1. Look For The Right Labels
The ingredient list on the bottle of essential oil should mention 100% pure oil. In addition to the purity, it should have a label that says “Food Grade”. Despite bearing the food grade label, it doesn’t guarantee that an essential oil is safe for ingestion.1
2. Avoid Unsafe Essential Oils
Several long-term studies have revealed that certain essential oils are downright unfit for consumption. For instance, consuming even a teaspoon of pure eucalyptus or wintergreen essential oil can be fatal to children. Another unsafe essential oil for consumption is pennyroyal essential oil which is made of 80 percent pulegone that can cause hallucinogenic effects in humans.2
Even horseradish essential oil contains allyl isothiocyanate which can trigger severe irritation of the skin, eyes, nose, and mucous membranes on ingestion. It’s best to know deeply what are the safe ones for consumption before you start taking them orally.
3. Two Drops Are All That You Need
Essential oils serve the purpose of adding fragrance to the original recipe. Since they are extremely concentrated, you don’t have to use more than a drop or two while cooking. In marinades, you can use essential oils of holy basil, lemongrass or thyme along with any carrier oil like that of olive, sunflower or coconut. In beverages like teas and smoothie, you need a couple of drops to uplift the flavors.3
4. They Can Be Used In Any Season
Much like honey, essential oils have a long shelf life. This means no matter the season, you can still use it if you store them correctly. Make sure you purchase essential oils that are sold in dark colored bottles. They should also be stored in a cool and dark place to keep their effectiveness sustained. Citrus essential oils like lemongrass essential oil, grapefruit essential oil or tangerine essential should be stored in the refrigerator or else they could undergo oxidation.

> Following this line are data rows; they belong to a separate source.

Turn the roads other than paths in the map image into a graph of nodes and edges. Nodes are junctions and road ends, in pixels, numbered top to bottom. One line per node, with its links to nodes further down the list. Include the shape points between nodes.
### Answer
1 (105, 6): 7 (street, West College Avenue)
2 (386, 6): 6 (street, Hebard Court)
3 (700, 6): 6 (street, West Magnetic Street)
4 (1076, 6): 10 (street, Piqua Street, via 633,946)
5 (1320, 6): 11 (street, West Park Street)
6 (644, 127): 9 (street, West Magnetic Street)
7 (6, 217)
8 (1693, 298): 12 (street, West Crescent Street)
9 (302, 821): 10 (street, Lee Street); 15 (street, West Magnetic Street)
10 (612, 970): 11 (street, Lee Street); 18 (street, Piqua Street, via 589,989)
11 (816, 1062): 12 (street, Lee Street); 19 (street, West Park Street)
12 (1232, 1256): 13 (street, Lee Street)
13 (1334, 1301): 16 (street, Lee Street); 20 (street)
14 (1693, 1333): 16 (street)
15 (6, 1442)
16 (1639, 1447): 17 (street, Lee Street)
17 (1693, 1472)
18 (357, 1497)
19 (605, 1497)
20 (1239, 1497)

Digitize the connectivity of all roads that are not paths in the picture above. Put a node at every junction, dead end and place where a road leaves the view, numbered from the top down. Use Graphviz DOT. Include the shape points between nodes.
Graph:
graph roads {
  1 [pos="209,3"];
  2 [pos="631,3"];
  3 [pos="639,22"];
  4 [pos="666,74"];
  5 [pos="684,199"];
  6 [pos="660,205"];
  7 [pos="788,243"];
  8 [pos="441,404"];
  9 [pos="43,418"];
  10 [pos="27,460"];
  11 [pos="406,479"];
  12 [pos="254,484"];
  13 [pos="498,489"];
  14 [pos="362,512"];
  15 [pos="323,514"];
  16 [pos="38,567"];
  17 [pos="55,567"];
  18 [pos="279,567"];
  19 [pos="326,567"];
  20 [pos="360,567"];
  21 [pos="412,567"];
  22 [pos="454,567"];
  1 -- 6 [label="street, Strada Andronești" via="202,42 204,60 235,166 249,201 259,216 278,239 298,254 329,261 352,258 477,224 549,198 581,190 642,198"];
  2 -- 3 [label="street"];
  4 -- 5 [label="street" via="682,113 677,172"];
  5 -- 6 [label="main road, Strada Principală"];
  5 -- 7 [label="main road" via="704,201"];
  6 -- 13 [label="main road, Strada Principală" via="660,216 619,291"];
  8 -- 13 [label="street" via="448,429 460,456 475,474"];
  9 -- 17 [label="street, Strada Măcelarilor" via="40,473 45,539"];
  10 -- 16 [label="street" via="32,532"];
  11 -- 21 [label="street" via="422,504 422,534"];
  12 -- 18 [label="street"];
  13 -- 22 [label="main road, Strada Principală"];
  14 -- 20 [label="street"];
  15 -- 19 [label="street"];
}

5. Don’t Expose Them To Heat
Most essential oils contain a lot of volatile compounds that evaporate on exposure to heat. This can affect their potency and strength. Therefore, while cooking, make sure you add essential oils only after turning off the heat so that their aromatic compounds flavors stay intact.
Other than flavoring, essential oils don’t really provide many benefits via oral intake. On the other hand, using it in diluted form topically or in vapor form has proven to be safe without any side effects.

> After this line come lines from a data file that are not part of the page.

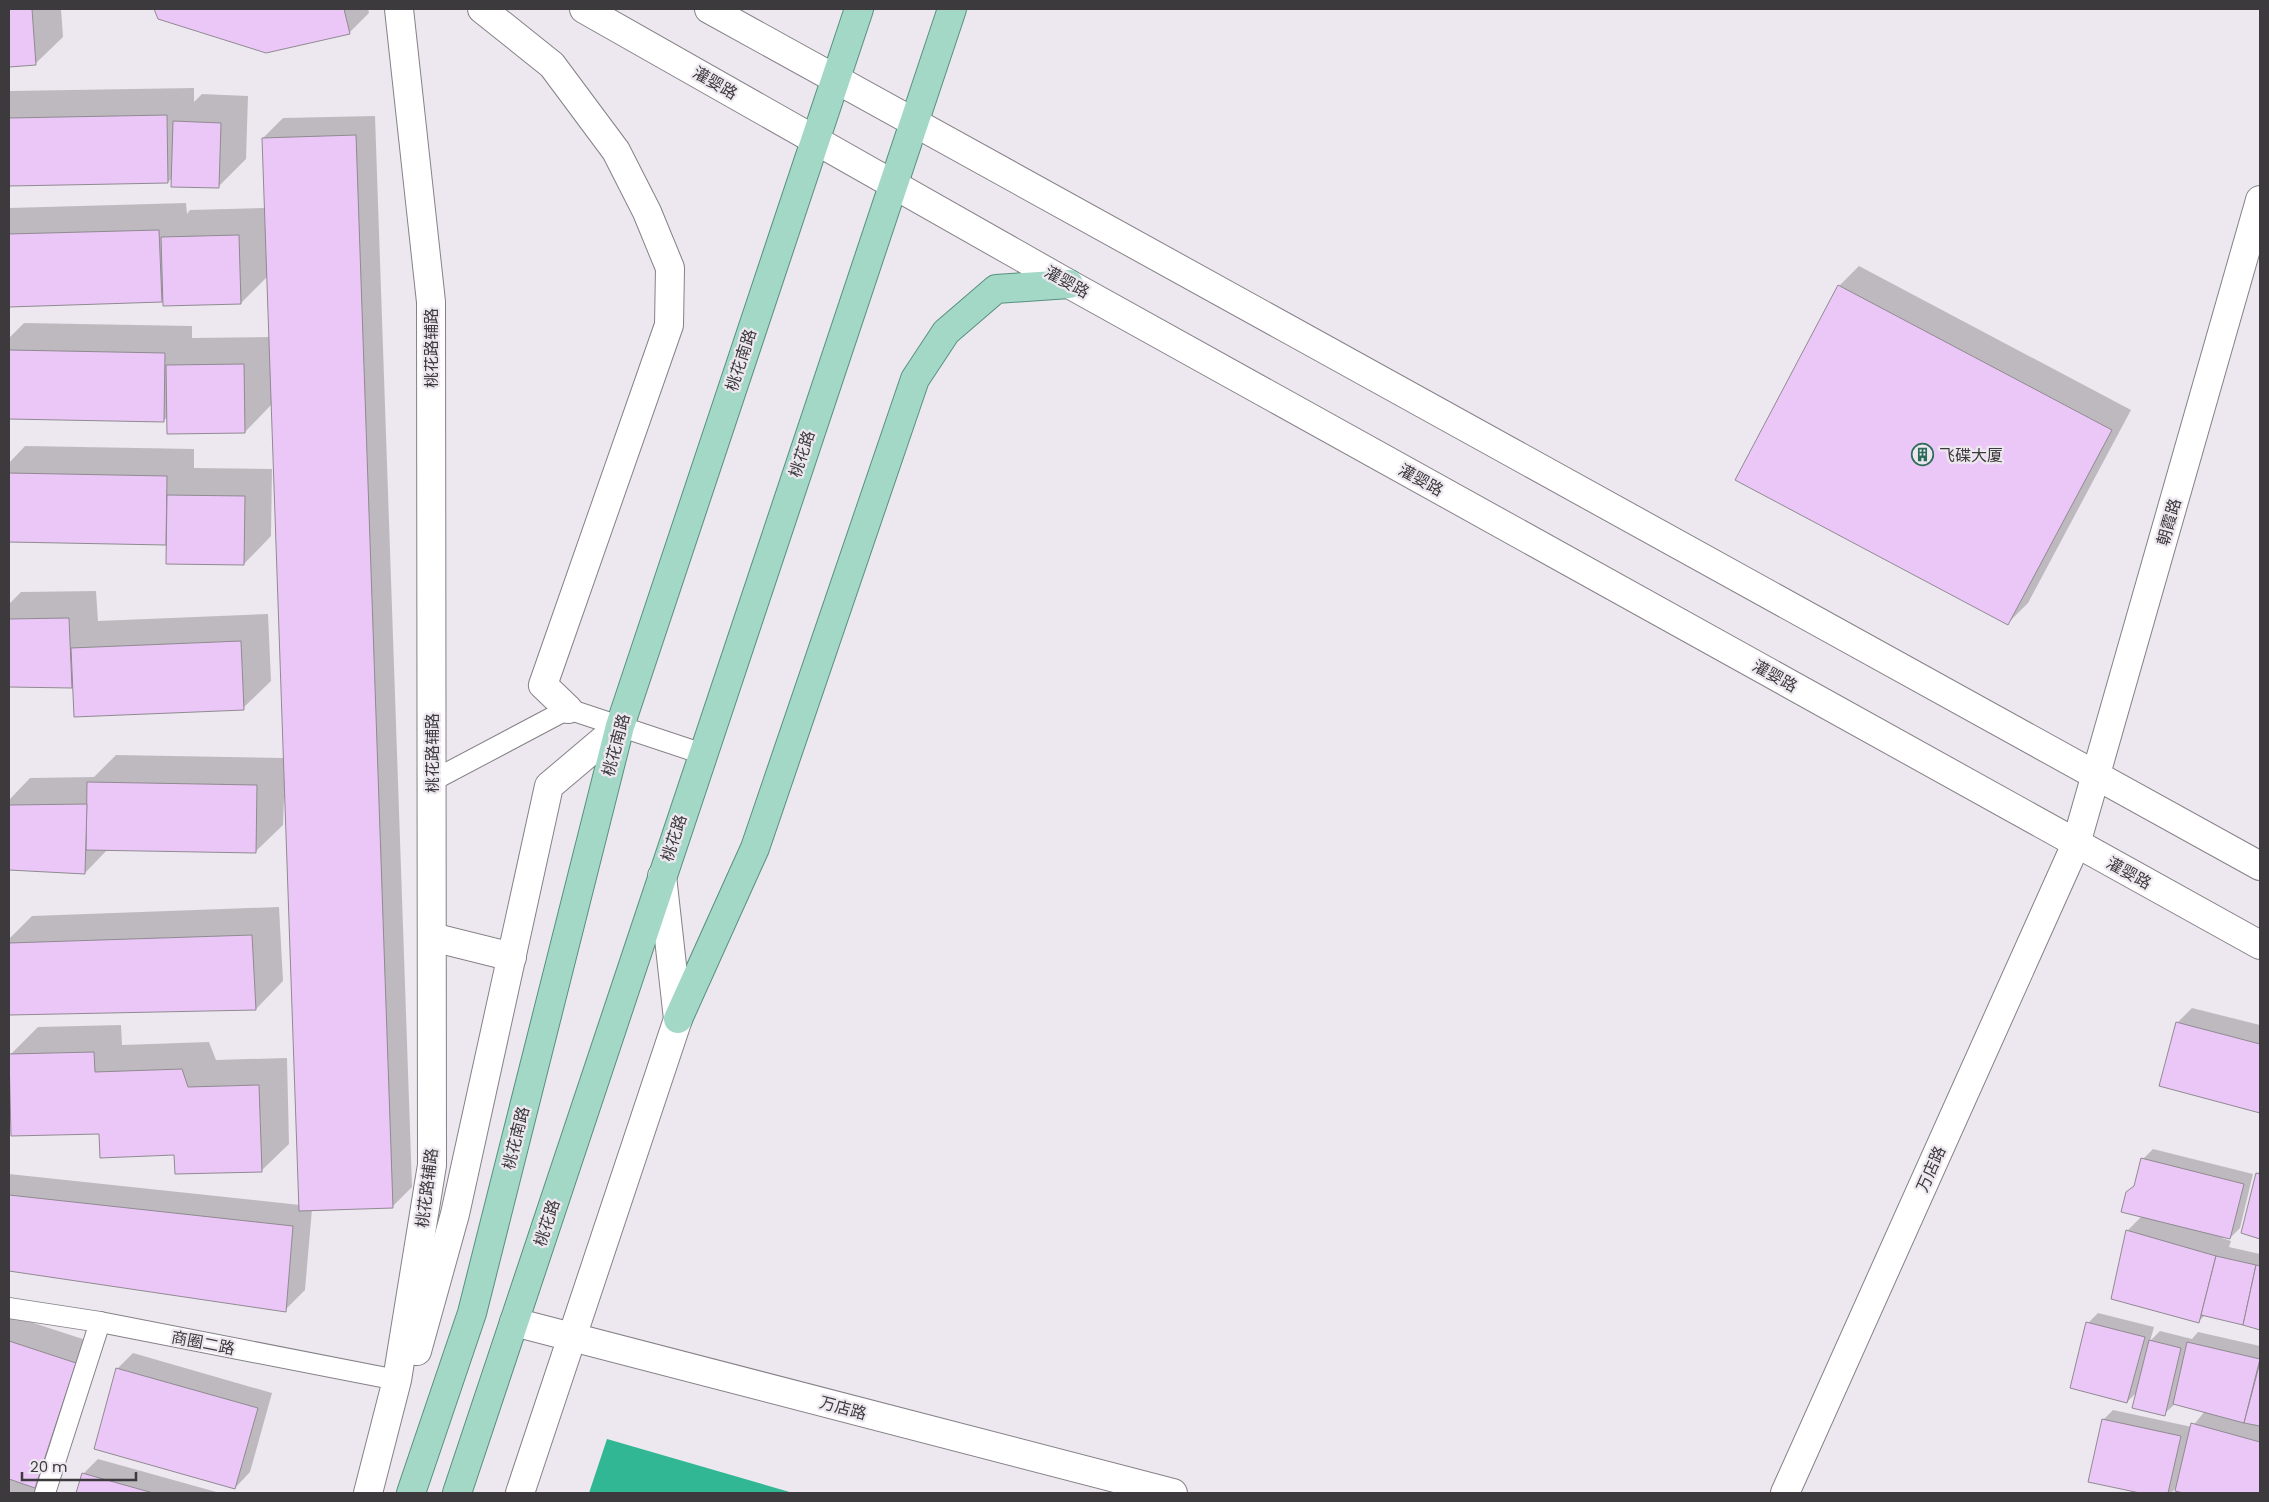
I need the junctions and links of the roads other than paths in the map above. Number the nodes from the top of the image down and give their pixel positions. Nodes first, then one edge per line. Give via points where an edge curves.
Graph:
1 (399, 9) edge
2 (482, 9) edge
3 (584, 9) edge
4 (709, 9) edge
5 (859, 9) edge
6 (952, 9) edge
7 (835, 78) junction
8 (914, 122) junction
9 (814, 139) junction
10 (892, 184) junction
11 (2260, 200) edge
12 (1070, 284) junction
13 (568, 708) junction
14 (620, 726) junction
15 (703, 754) junction
16 (2097, 776) junction
17 (432, 781) junction
18 (2076, 844) junction
19 (2260, 866) edge
20 (662, 876) junction
21 (432, 937) junction
22 (2260, 946) edge
23 (512, 956) junction
24 (678, 1019) junction
25 (9, 1308) edge
26 (100, 1322) junction
27 (514, 1322) junction
28 (572, 1337) junction
29 (397, 1380) junction
30 (45, 1493) edge
31 (368, 1493) edge
32 (378, 1493) edge
33 (412, 1493) edge
34 (457, 1493) edge
35 (520, 1493) edge
36 (1173, 1493) edge
37 (1785, 1493) edge

1 - 17 main road, 桃花路辅路 via 431,302
2 - 13 main road via 552,65 616,151 647,212 670,268 669,325 543,685
3 - 9 main road, 灌婴路
4 - 7 main road
5 - 7 main road, 桃花南路
6 - 8 main road
7 - 8 main road
7 - 9 main road, 桃花南路
8 - 10 main road
8 - 16 main road
9 - 10 main road, 灌婴路
9 - 14 main road, 桃花南路
10 - 12 main road, 灌婴路
10 - 15 main road, 桃花路
11 - 16 main road, 朝霞路
12 - 18 main road, 灌婴路
12 - 24 main road via 996,290 946,332 915,378 755,848
13 - 14 lane
13 - 17 lane
14 - 15 lane
14 - 23 main road via 550,786
14 - 33 main road, 桃花南路 via 472,1313
15 - 20 main road, 桃花路
16 - 18 main road, 朝霞路
16 - 19 main road
17 - 21 main road, 桃花路辅路
18 - 22 main road, 灌婴路
18 - 37 main road, 万店路
20 - 24 main road
20 - 27 main road, 桃花路
21 - 23 main road
21 - 29 main road, 桃花路辅路 via 432,1165
23 - 32 main road via 455,1214
24 - 28 main road
25 - 26 lane, 商圈二路
26 - 29 lane, 商圈二路
26 - 30 lane
27 - 28 main road, 万店路
27 - 34 main road, 桃花路
28 - 35 main road
28 - 36 main road, 万店路
29 - 31 main road, 桃花路辅路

It’s best to avoid consuming essential oils orally if you are pregnant or breastfeeding. There have been incidences of toxicity which actually occurred due to overzealous consumption or due to a lack of proper awareness about it. Before you start orally ingesting essential oils, it’s recommended that you take advice from a certified aromatherapist or herbalist.
References [ + ]
|1.||↑||Hönig, Sabine. Kutschera, Ursula. Aroma Kitchen: Cooking with Essential Oils. Schiffer Publishing, Limited. March, 2015|
|2.||↑||CFR – Code of Federal Regulations Title 21. U.S. Food & Drug Administration|
|3.||↑||Pilkington, Jason. Pilkington, Britney. A Chef’s Guide to Cooking with Essential Oils. Pilkington & Sons, May, 2015|
Disclaimer: The content is purely informative and educational in nature and should not be construed as medical advice. Please use the content only in consultation with an appropriate certified medical or healthcare professional.